Since the uprising and protests began against the Assad regime in mid-March, the Obama Administration has implemented targeted economic sanctions to increase pressure on the GOS to refrain from repressing dissident groups and stifling free political expression.  As discussed in prior alerts here and here, on August 10, 2011, OFAC named the Commercial Bank of Syria, its subsidiary the Syrian Lebanese Commercial Bank, and Syriatel, Syria’s largest mobile phone company, as SDNs; on May 18, 2011, President Obama issued Executive Order 13573, which imposed sanctions against senior members of the Assad regime; and, on April 29, 2011, President Obama issued Executive Order 13572, which imposed sanctions against persons involved in human rights abuses in Syria. 

Effective August 18, 2011, OFAC issued six general licenses related to Syria:

  • The first license authorizes the provision of, and payment for, goods or services in the United States to the diplomatic missions, and employees of diplomatic missions, of the GOS to the United States and United Nations.
  • The second license authorizes the provision of certain legal and compliance services to Syria.
  • The third license authorizes U.S. financial institutions to debit any blocked account held at the financial institution in payment or reimbursement for normal service charges owed by the owner of that blocked account. 
  • The fourth license authorizes the exportation or reexportation of items subject to the Export Administration Regulations (EAR) to the GOS, or any other person whose property and interests in property are blocked, and all transactions ordinarily incident thereto, and also authorizes services to install, repair, or replace such items subject to the EAR, provided that the exportation or reexportation of such items is licensed or otherwise authorized by the U.S. Department of Commerce, Bureau of Industry and Security (BIS).  In this regard, we note that under General Order No. 2 to Supplement No. 1 of Part 736 of the EAR, a license is required from BIS for export or reexport to Syria of all items subject to the EAR, including items designated EAR99 except for food and medicine classified as EAR99.
  • The fifth license authorizes the exportation from the United States or by U.S. Persons, wherever located, to persons in Syria of services incident to the exchange of personal communications over the Internet, such as instant messaging, chat and email, social networking, sharing of photos and movies, web browsing, and blogging, provided that such services are publicly available at no cost to the user.
  • Lastly, the sixth license authorizes U.S. depository institutions, U.S. registered brokers or dealers in securities, and U.S. registered money transmitters to process transfers of funds to or from Syria or for or on behalf of an individual ordinarily resident in Syria in cases which the transfer involves a noncommercial, personal remittance, provided that the transfer is not by, to, or through the GOS or any other person whose property and interests in property are blocked.
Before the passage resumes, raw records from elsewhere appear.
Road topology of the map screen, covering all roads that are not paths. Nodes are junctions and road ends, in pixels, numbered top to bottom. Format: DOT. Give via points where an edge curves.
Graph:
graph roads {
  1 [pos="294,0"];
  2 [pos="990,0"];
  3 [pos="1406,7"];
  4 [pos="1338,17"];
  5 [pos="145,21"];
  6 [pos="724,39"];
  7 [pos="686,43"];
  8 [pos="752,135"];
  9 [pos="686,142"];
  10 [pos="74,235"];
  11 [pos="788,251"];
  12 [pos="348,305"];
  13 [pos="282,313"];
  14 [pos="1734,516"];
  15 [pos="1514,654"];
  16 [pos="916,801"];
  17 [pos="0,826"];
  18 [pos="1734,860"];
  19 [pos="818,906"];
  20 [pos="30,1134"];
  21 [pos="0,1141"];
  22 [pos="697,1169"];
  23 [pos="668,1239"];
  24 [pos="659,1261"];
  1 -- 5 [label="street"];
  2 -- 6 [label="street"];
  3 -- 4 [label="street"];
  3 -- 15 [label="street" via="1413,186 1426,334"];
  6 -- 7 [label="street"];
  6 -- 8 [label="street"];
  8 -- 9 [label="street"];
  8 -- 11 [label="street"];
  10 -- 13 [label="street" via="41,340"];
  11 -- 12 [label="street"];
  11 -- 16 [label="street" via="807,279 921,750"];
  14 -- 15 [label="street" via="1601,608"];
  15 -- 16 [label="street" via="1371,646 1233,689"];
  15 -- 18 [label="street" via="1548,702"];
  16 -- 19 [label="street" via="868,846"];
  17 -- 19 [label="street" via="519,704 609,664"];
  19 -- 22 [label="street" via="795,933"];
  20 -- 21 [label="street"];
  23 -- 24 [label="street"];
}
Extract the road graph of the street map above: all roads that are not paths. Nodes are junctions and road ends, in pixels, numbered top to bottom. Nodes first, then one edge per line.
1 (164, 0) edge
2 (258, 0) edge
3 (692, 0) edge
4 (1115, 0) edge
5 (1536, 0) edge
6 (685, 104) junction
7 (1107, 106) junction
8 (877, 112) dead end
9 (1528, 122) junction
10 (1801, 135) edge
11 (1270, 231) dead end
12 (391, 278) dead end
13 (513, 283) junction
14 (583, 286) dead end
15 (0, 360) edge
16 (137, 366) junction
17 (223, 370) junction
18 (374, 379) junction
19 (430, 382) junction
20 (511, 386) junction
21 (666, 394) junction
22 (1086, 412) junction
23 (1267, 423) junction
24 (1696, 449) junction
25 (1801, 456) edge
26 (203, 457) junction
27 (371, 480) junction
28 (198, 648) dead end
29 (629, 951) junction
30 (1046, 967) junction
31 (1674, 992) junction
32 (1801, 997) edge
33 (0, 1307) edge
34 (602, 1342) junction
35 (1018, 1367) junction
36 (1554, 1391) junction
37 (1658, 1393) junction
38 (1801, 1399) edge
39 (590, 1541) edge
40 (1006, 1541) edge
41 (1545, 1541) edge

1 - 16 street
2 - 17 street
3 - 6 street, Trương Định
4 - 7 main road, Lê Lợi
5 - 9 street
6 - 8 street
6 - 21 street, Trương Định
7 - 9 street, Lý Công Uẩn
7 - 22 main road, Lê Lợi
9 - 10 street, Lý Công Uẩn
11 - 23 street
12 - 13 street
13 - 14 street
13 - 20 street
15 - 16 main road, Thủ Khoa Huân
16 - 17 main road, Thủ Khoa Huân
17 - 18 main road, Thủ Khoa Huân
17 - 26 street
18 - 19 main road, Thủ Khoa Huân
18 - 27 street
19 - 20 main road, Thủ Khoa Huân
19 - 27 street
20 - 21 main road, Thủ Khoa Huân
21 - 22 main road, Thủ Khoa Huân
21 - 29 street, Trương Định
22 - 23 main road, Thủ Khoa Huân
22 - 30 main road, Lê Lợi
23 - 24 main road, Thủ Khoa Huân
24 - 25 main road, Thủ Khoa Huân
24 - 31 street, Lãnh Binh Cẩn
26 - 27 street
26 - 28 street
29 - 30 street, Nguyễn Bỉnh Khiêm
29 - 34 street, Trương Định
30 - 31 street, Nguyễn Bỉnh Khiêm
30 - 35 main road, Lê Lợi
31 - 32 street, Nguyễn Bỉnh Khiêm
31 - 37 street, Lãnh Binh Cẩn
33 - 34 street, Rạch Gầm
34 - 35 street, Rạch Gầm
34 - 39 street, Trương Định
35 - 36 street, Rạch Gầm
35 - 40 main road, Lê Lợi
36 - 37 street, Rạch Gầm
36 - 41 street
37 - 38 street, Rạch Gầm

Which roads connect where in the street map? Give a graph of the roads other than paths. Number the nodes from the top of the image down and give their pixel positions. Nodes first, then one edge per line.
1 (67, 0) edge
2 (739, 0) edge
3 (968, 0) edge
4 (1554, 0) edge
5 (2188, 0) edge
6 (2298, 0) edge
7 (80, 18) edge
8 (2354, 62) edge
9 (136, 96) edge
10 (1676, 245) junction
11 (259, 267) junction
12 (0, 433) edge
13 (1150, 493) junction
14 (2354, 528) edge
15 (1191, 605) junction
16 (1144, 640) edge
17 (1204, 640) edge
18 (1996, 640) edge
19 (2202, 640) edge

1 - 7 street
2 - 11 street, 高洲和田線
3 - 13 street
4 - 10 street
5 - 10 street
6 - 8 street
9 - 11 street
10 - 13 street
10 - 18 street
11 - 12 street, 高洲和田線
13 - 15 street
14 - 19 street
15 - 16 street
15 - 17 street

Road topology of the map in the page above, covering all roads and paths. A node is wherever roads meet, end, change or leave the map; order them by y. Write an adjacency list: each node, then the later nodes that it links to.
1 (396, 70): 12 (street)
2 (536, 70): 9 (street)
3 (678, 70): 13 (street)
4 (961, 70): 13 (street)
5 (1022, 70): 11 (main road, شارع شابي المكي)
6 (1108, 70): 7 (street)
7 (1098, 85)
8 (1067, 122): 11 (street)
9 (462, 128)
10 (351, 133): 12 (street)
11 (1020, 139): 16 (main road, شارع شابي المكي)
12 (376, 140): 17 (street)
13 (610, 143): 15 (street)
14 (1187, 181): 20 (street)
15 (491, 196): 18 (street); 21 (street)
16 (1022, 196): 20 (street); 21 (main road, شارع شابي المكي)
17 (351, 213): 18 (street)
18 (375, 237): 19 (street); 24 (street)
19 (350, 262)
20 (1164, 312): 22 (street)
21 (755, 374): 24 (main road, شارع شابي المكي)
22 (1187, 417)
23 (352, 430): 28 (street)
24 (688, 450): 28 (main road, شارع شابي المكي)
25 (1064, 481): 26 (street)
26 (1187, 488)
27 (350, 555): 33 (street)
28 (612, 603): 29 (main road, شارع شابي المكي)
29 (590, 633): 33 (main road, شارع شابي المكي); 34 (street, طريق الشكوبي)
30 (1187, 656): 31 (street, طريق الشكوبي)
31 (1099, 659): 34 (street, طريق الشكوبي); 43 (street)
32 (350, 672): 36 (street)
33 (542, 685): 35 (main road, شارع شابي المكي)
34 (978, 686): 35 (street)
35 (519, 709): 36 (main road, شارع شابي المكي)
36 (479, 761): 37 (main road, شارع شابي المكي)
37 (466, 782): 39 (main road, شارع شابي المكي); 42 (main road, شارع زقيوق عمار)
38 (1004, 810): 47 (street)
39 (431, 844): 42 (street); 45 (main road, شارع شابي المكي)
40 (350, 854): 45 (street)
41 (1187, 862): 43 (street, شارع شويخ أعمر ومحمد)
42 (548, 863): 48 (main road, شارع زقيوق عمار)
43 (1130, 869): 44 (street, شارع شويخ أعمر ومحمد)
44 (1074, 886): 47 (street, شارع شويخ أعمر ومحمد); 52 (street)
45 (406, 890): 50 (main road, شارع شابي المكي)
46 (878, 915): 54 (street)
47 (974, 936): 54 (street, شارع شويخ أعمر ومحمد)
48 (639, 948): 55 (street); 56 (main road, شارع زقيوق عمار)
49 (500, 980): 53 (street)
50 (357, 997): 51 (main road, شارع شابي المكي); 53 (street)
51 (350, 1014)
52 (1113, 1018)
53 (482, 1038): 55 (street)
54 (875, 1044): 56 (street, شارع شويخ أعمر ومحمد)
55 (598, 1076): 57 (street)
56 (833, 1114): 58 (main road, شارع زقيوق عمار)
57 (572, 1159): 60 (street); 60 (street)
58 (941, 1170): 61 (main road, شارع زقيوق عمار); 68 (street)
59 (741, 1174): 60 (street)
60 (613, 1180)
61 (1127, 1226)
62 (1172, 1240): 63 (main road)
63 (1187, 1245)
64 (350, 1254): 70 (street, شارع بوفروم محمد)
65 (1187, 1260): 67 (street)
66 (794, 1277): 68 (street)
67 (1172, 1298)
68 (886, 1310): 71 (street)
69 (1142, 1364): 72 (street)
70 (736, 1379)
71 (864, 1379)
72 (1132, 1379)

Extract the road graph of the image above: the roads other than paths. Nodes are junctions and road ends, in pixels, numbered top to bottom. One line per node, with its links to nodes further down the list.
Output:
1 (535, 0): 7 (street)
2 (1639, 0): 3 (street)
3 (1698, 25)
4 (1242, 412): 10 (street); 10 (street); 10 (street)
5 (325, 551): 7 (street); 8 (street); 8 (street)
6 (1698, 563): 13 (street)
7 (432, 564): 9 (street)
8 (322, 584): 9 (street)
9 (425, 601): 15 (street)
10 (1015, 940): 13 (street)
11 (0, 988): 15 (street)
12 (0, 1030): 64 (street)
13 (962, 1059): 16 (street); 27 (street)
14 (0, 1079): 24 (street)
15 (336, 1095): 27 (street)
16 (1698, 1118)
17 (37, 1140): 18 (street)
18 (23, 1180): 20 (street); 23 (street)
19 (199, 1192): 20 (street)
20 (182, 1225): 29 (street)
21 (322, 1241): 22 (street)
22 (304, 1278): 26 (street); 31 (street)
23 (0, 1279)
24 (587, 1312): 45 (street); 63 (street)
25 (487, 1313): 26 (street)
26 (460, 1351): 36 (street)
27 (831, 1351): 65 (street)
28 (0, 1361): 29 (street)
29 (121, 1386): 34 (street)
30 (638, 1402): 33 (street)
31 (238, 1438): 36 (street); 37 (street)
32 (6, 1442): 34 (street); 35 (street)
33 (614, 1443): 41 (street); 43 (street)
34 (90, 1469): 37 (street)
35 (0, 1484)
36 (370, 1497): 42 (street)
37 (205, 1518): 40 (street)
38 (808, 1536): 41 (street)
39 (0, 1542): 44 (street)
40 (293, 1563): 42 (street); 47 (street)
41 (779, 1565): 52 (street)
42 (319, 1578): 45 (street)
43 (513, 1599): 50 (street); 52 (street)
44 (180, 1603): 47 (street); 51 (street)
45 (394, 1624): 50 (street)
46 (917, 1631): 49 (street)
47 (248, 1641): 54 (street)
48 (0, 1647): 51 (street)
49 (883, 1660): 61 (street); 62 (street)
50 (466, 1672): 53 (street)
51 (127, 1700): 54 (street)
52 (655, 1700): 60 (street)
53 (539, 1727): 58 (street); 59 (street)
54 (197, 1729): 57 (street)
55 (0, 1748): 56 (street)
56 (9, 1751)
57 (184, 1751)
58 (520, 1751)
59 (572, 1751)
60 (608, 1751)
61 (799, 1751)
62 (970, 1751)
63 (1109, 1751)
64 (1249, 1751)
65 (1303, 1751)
The EO of August 18, 2011 represents a significant expansion to those prior sanctions, and, when combined with existing U.S. trade controls under the Export Administration Regulations, represents a much more comprehensive embargo against not only the GOS, but also Syria more generally and the Syrian petroleum industry.  Indeed, President Obama has issued an official statement calling for President Assad to step down from power, and the governments of Canada, France, UK, and Germany have also called for Assad to step down.  U.S. persons that are engaged in business in Syria should consider contingency plans and exit strategies.  In addition, OFAC and legal counsel may need to be consulted for further guidance prior to engaging in any transaction or dealing that may involve the EO’s prohibitions.